Task to carry out>
All entries are to be transcribed verbatim, but images are not carried over.

Input data>
___
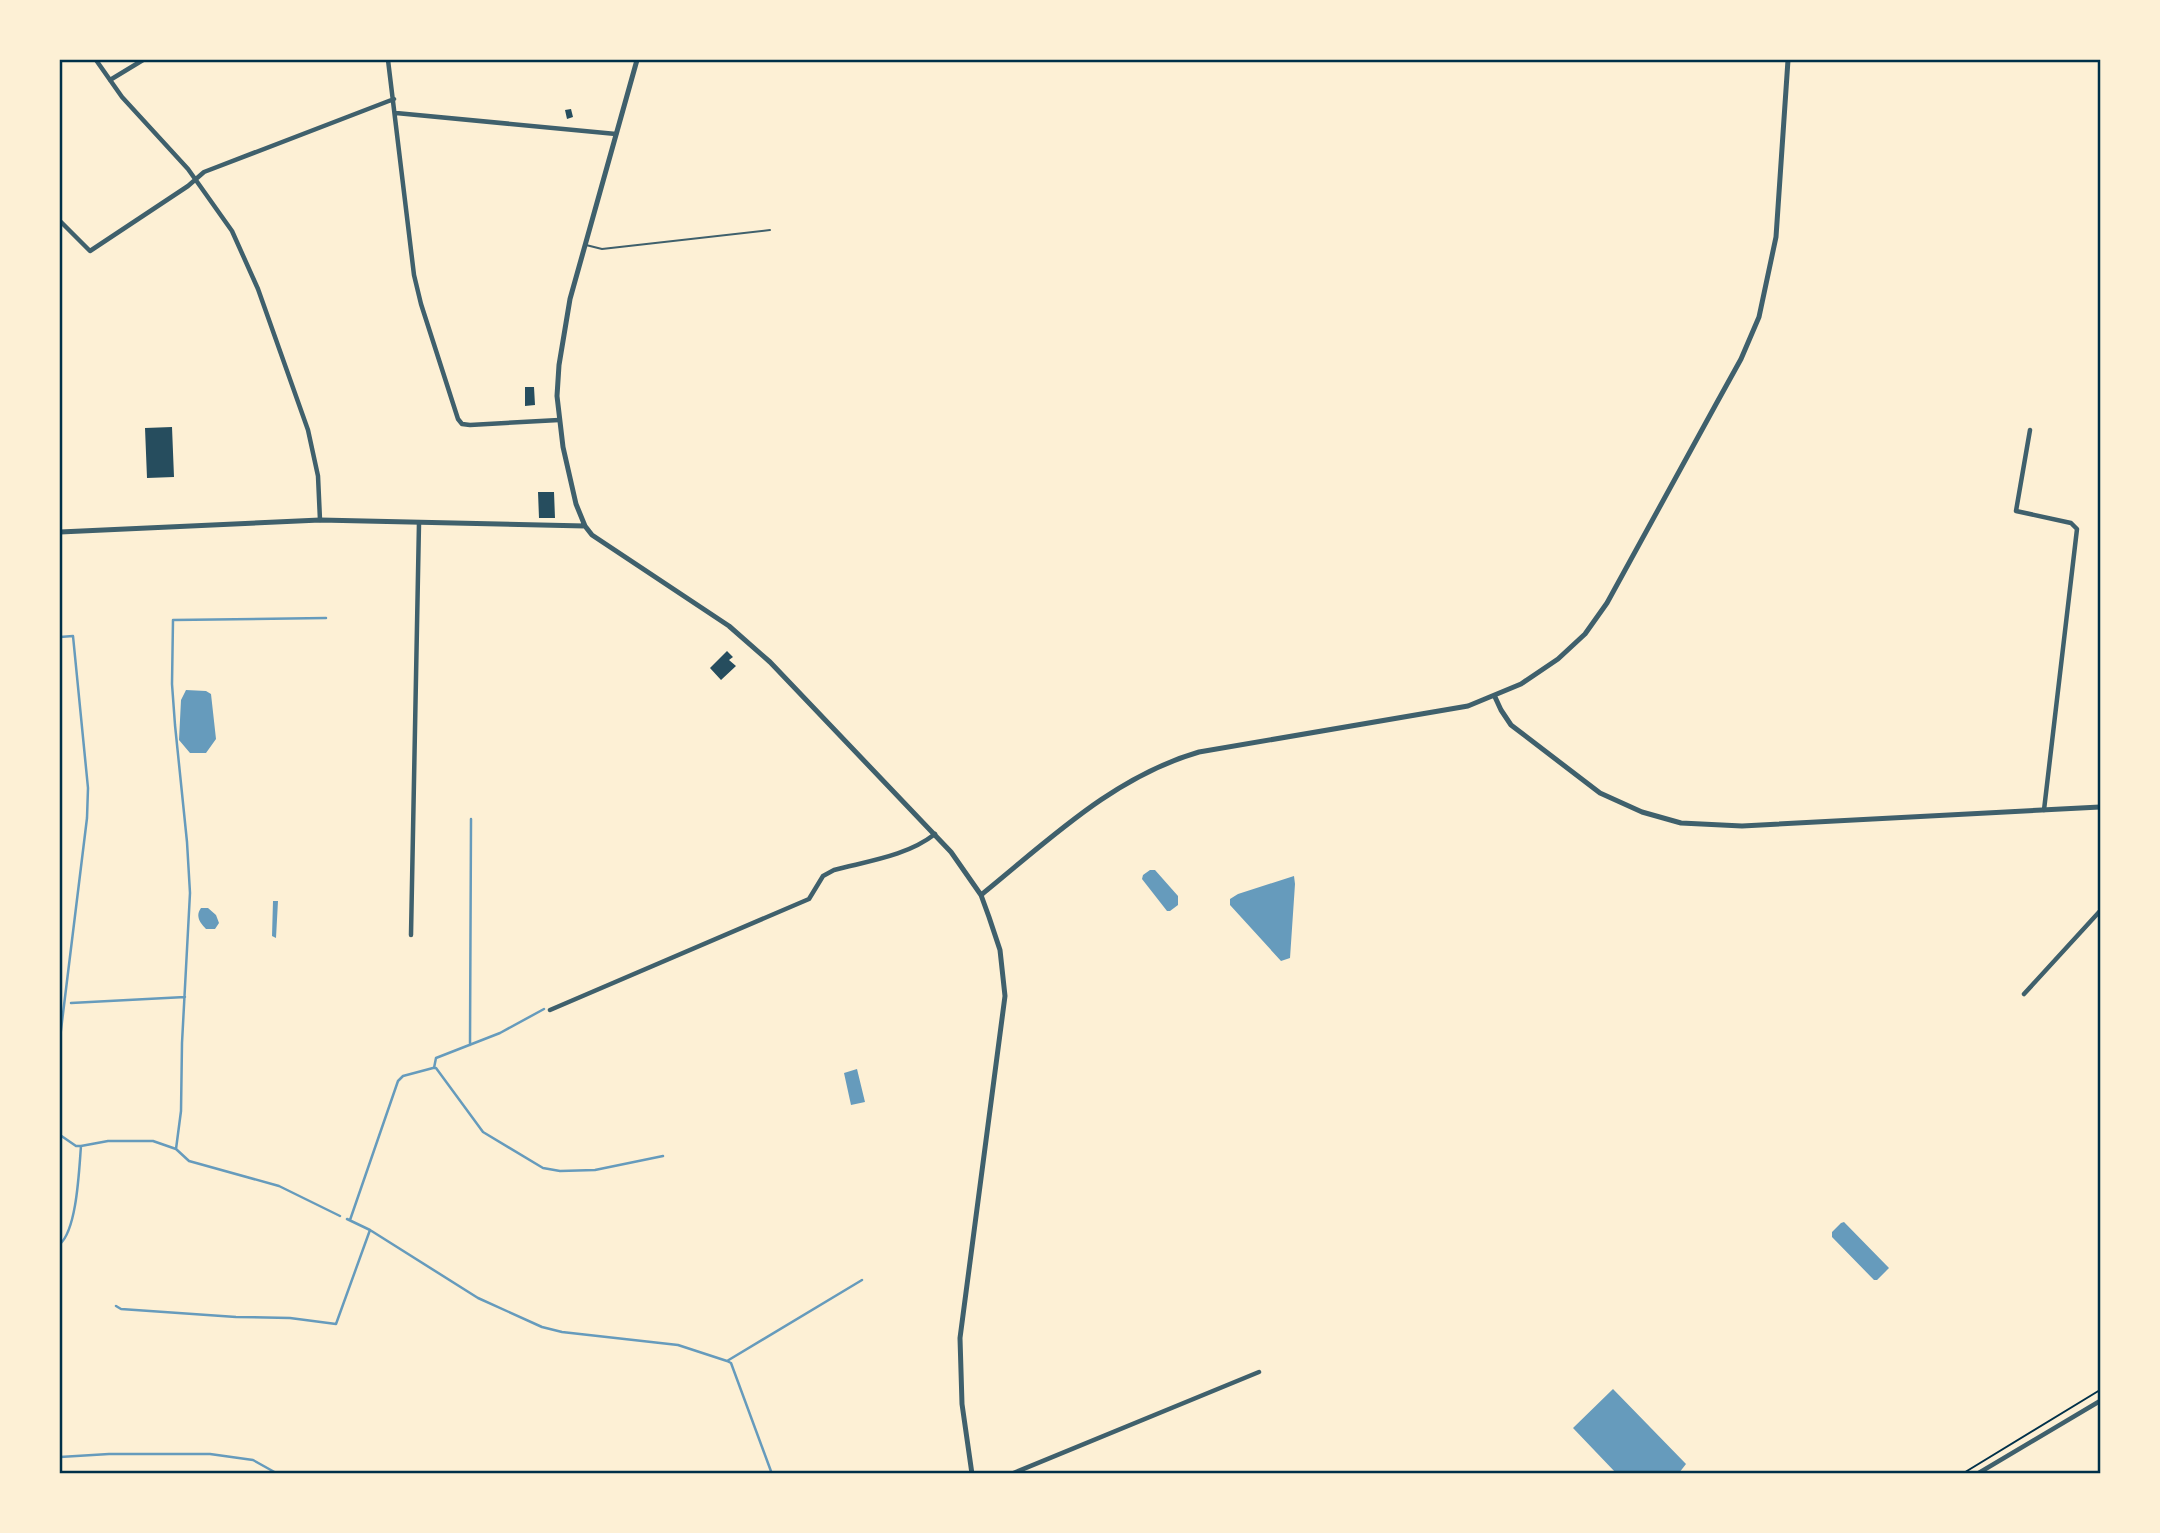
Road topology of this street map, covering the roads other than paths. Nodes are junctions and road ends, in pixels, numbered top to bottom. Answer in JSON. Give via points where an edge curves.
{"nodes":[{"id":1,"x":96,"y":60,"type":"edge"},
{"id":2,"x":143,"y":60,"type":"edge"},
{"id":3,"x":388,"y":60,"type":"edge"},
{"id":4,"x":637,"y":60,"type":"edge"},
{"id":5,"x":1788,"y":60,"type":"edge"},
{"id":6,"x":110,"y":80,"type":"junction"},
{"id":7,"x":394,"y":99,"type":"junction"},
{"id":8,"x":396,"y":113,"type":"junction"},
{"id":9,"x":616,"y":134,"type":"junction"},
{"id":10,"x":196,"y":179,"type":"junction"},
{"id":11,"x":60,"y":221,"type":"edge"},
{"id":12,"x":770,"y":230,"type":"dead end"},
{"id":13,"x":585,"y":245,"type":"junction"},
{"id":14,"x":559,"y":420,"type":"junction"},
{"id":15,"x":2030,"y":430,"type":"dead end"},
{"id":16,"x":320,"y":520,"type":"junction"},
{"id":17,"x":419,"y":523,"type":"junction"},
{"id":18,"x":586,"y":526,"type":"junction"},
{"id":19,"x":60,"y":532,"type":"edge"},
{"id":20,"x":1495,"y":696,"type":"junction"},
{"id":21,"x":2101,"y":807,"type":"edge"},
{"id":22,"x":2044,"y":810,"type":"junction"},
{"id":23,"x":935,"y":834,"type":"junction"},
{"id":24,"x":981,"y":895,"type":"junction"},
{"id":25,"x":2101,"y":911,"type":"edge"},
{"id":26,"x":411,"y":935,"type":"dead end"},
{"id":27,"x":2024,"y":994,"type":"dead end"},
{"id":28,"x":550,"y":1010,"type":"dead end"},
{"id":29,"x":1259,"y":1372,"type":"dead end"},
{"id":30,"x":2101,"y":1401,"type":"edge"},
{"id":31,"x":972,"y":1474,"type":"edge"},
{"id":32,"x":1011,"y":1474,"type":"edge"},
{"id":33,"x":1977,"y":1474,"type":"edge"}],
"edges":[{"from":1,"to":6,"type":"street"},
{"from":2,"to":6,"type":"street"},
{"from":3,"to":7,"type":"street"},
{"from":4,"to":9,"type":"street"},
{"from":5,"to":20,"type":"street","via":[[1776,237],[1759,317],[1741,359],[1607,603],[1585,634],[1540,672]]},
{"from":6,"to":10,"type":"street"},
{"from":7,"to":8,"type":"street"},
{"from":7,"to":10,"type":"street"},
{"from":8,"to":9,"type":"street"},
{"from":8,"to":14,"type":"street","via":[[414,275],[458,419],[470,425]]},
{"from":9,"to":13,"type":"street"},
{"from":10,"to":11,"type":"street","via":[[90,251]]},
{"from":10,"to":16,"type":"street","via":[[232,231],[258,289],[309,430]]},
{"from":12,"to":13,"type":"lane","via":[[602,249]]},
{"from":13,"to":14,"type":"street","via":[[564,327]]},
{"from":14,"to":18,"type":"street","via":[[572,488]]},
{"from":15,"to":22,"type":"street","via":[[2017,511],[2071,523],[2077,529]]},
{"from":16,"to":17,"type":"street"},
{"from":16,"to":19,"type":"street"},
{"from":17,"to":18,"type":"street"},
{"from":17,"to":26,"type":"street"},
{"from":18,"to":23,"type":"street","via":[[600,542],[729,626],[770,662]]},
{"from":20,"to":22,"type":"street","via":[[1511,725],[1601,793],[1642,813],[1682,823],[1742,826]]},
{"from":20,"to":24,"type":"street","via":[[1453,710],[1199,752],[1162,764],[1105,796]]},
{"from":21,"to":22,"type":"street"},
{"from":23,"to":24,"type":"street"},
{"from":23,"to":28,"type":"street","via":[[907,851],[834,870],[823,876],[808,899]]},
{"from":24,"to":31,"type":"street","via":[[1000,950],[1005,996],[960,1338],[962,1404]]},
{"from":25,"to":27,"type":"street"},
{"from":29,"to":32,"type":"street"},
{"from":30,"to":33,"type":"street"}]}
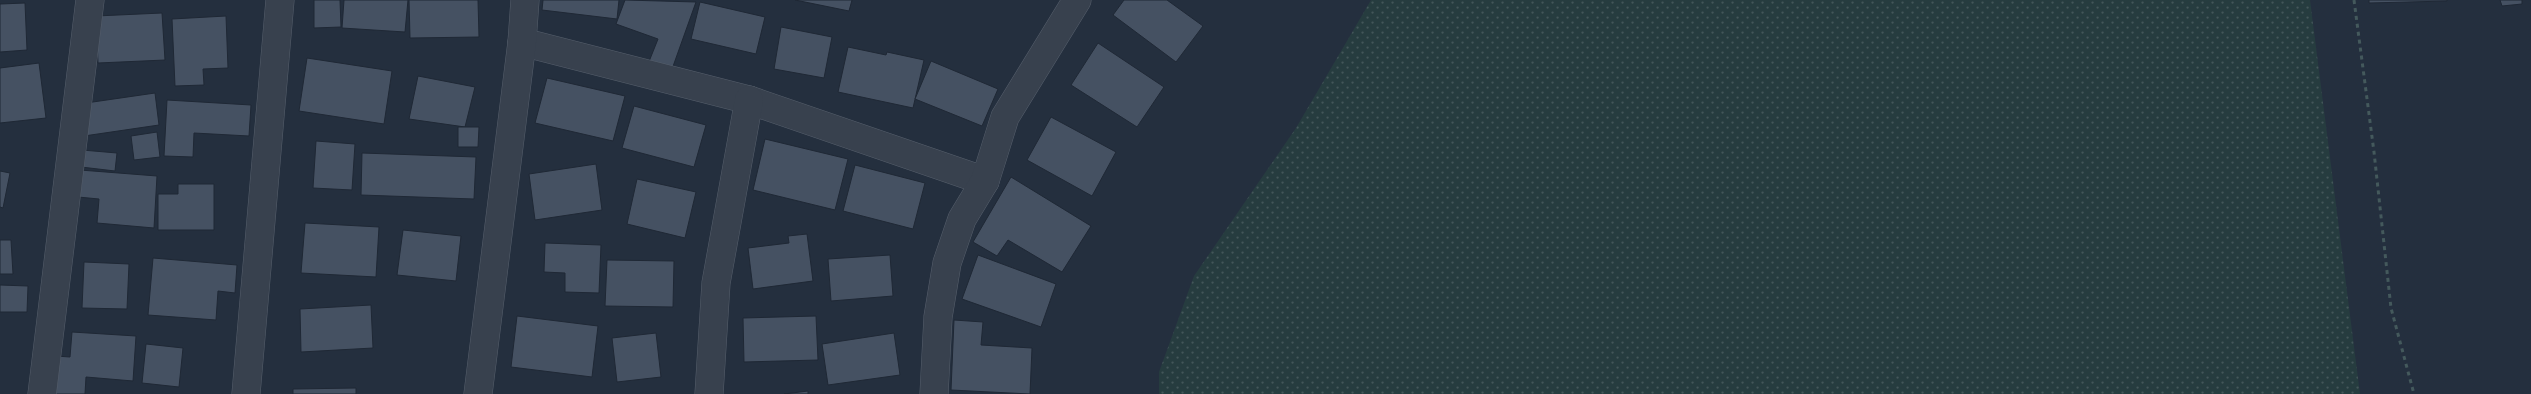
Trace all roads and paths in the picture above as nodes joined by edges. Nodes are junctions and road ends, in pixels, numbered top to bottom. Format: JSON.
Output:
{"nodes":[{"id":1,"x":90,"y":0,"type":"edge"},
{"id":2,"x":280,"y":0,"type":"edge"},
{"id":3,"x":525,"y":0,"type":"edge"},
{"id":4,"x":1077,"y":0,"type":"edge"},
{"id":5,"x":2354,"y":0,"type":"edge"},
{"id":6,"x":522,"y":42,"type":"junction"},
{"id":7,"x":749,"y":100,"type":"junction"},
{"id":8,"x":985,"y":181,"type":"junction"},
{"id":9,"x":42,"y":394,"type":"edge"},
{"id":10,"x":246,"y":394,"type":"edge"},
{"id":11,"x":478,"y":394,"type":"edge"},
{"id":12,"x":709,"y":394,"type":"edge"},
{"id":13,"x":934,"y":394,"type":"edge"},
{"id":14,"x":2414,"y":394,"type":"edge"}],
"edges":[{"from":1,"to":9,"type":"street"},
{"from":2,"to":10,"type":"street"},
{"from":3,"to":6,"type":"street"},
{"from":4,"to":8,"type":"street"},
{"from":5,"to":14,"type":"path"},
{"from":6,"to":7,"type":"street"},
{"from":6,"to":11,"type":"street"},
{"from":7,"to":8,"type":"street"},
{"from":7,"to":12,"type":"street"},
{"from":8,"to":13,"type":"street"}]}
___
Response>
Road topology of this street map, covering the roads other than paths. Nodes are junctions and road ends, in pixels, numbered top to bottom. Answer in JSON. Give via points where an edge curves.
{"nodes":[{"id":1,"x":96,"y":60,"type":"edge"},
{"id":2,"x":143,"y":60,"type":"edge"},
{"id":3,"x":388,"y":60,"type":"edge"},
{"id":4,"x":637,"y":60,"type":"edge"},
{"id":5,"x":1788,"y":60,"type":"edge"},
{"id":6,"x":110,"y":80,"type":"junction"},
{"id":7,"x":394,"y":99,"type":"junction"},
{"id":8,"x":396,"y":113,"type":"junction"},
{"id":9,"x":616,"y":134,"type":"junction"},
{"id":10,"x":196,"y":179,"type":"junction"},
{"id":11,"x":60,"y":221,"type":"edge"},
{"id":12,"x":770,"y":230,"type":"dead end"},
{"id":13,"x":585,"y":245,"type":"junction"},
{"id":14,"x":559,"y":420,"type":"junction"},
{"id":15,"x":2030,"y":430,"type":"dead end"},
{"id":16,"x":320,"y":520,"type":"junction"},
{"id":17,"x":419,"y":523,"type":"junction"},
{"id":18,"x":586,"y":526,"type":"junction"},
{"id":19,"x":60,"y":532,"type":"edge"},
{"id":20,"x":1495,"y":696,"type":"junction"},
{"id":21,"x":2101,"y":807,"type":"edge"},
{"id":22,"x":2044,"y":810,"type":"junction"},
{"id":23,"x":935,"y":834,"type":"junction"},
{"id":24,"x":981,"y":895,"type":"junction"},
{"id":25,"x":2101,"y":911,"type":"edge"},
{"id":26,"x":411,"y":935,"type":"dead end"},
{"id":27,"x":2024,"y":994,"type":"dead end"},
{"id":28,"x":550,"y":1010,"type":"dead end"},
{"id":29,"x":1259,"y":1372,"type":"dead end"},
{"id":30,"x":2101,"y":1401,"type":"edge"},
{"id":31,"x":972,"y":1474,"type":"edge"},
{"id":32,"x":1011,"y":1474,"type":"edge"},
{"id":33,"x":1977,"y":1474,"type":"edge"}],
"edges":[{"from":1,"to":6,"type":"street"},
{"from":2,"to":6,"type":"street"},
{"from":3,"to":7,"type":"street"},
{"from":4,"to":9,"type":"street"},
{"from":5,"to":20,"type":"street","via":[[1776,237],[1759,317],[1741,359],[1607,603],[1585,634],[1540,672]]},
{"from":6,"to":10,"type":"street"},
{"from":7,"to":8,"type":"street"},
{"from":7,"to":10,"type":"street"},
{"from":8,"to":9,"type":"street"},
{"from":8,"to":14,"type":"street","via":[[414,275],[458,419],[470,425]]},
{"from":9,"to":13,"type":"street"},
{"from":10,"to":11,"type":"street","via":[[90,251]]},
{"from":10,"to":16,"type":"street","via":[[232,231],[258,289],[309,430]]},
{"from":12,"to":13,"type":"lane","via":[[602,249]]},
{"from":13,"to":14,"type":"street","via":[[564,327]]},
{"from":14,"to":18,"type":"street","via":[[572,488]]},
{"from":15,"to":22,"type":"street","via":[[2017,511],[2071,523],[2077,529]]},
{"from":16,"to":17,"type":"street"},
{"from":16,"to":19,"type":"street"},
{"from":17,"to":18,"type":"street"},
{"from":17,"to":26,"type":"street"},
{"from":18,"to":23,"type":"street","via":[[600,542],[729,626],[770,662]]},
{"from":20,"to":22,"type":"street","via":[[1511,725],[1601,793],[1642,813],[1682,823],[1742,826]]},
{"from":20,"to":24,"type":"street","via":[[1453,710],[1199,752],[1162,764],[1105,796]]},
{"from":21,"to":22,"type":"street"},
{"from":23,"to":24,"type":"street"},
{"from":23,"to":28,"type":"street","via":[[907,851],[834,870],[823,876],[808,899]]},
{"from":24,"to":31,"type":"street","via":[[1000,950],[1005,996],[960,1338],[962,1404]]},
{"from":25,"to":27,"type":"street"},
{"from":29,"to":32,"type":"street"},
{"from":30,"to":33,"type":"street"}]}
Trace all roads and paths in the picture above as nodes joined by edges. Nodes are junctions and road ends, in pixels, numbered top to bottom. Format: JSON.
Output:
{"nodes":[{"id":1,"x":90,"y":0,"type":"edge"},
{"id":2,"x":280,"y":0,"type":"edge"},
{"id":3,"x":525,"y":0,"type":"edge"},
{"id":4,"x":1077,"y":0,"type":"edge"},
{"id":5,"x":2354,"y":0,"type":"edge"},
{"id":6,"x":522,"y":42,"type":"junction"},
{"id":7,"x":749,"y":100,"type":"junction"},
{"id":8,"x":985,"y":181,"type":"junction"},
{"id":9,"x":42,"y":394,"type":"edge"},
{"id":10,"x":246,"y":394,"type":"edge"},
{"id":11,"x":478,"y":394,"type":"edge"},
{"id":12,"x":709,"y":394,"type":"edge"},
{"id":13,"x":934,"y":394,"type":"edge"},
{"id":14,"x":2414,"y":394,"type":"edge"}],
"edges":[{"from":1,"to":9,"type":"street"},
{"from":2,"to":10,"type":"street"},
{"from":3,"to":6,"type":"street"},
{"from":4,"to":8,"type":"street"},
{"from":5,"to":14,"type":"path"},
{"from":6,"to":7,"type":"street"},
{"from":6,"to":11,"type":"street"},
{"from":7,"to":8,"type":"street"},
{"from":7,"to":12,"type":"street"},
{"from":8,"to":13,"type":"street"}]}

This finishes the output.